E que rolam sobre adros que os pés não pisam
Todos os uivos vacilam...toda a razão se transcende...


Todas as paredes escondem rostos
E todos nos derretemos num velho esquecimento esverdeado
Em que as brasas que a névoa encobre são palavras ressequidas por presságios
Que nos dizem …e mostram ao nosso corpo que corre sôfrego até ao fim da rua
Que somos uma pintura espreitando por uma janela fechada!

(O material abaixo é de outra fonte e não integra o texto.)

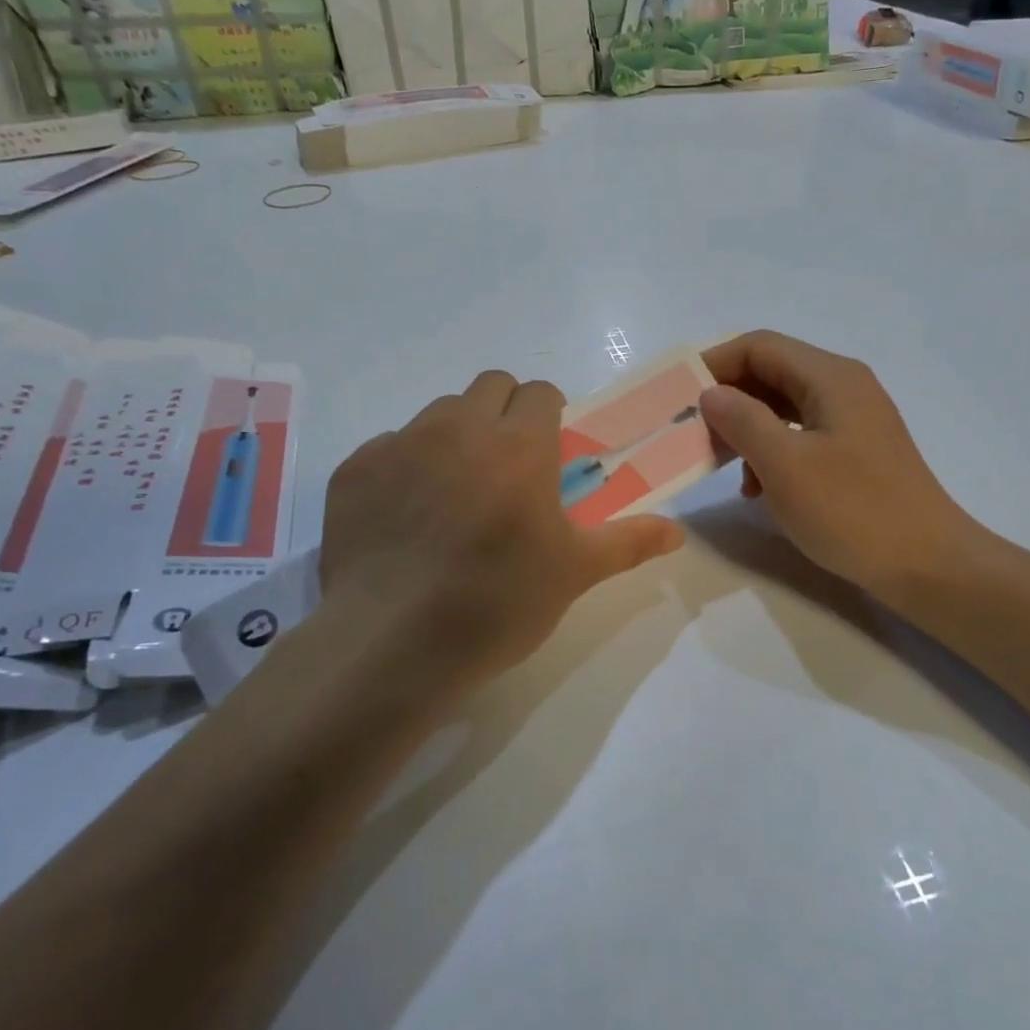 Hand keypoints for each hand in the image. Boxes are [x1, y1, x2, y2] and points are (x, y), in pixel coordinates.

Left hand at [319, 371, 684, 686]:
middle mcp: (458, 427)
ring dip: (457, 435)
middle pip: (490, 386)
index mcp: (519, 444)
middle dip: (506, 413)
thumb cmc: (497, 603)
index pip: (541, 392)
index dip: (551, 417)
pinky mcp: (354, 470)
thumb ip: (629, 542)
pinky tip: (406, 519)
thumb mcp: (573, 574)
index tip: (550, 457)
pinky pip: (388, 447)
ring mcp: (399, 444)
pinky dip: (405, 467)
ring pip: (439, 412)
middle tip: (509, 470)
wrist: (390, 643)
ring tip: (456, 495)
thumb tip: (676, 532)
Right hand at [698, 331, 988, 603]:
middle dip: (728, 399)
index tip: (678, 396)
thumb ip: (742, 420)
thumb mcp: (785, 464)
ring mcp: (853, 419)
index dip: (714, 364)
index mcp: (830, 377)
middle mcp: (843, 387)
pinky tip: (758, 489)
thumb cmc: (852, 510)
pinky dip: (771, 451)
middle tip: (694, 433)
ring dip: (747, 429)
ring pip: (783, 407)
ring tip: (722, 465)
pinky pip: (801, 435)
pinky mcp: (856, 451)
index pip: (759, 347)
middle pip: (771, 373)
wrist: (927, 564)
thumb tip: (711, 393)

Tudo é um agoniar de cores...

É o sol...é o espanto...são as manhãs que descem ligeiras
É o tempo...os ruídos....a terra coberta por corpos que dão semente
E é nessa mesma terra que iremos plantar o desassossego que nos adormece
São as ervas que se lamentam do calor...como mulheres presas em abraços que uivam
É o imenso detalhe do céu distante...é um segurar o choro...
É um amplificar da alma...é o dia infectado por mapas onde se multiplicam chãos
E as flores...as flores silvestres...as flores adormecidas...dissolvidas na natureza...
E as pessoas... comovedoramente cobertas por mantos que se desfazem em caminhos
Onde passam indiferenças...onde se mostram as melancolias...
Onde se multiplicam as gargantas...
Tudo é um agoniar de cores...tudo é um espelho que azeda os rostos..
E porque pouco profunda é a distância que cala a angústia...
Basta virar a página...basta torcer o pescoço e olhar a transparência dos corpos
Basta procurar o regresso aos sons de Março..à primavera...ao escorrer dos dias...
E mesmo que as horas sejam sombras indiferentes
E mesmo que o sol se desfaça em pó...e os pássaros suspendam o seu voo...
Mesmo assim toda a minha vontade correrá ao teu encontro...
Como se fosses a minha paisagem...que me encandeia com uma colorida impaciência...
Que zela por mim...como uma flor viçosa...ou um ramo mascarado de amor!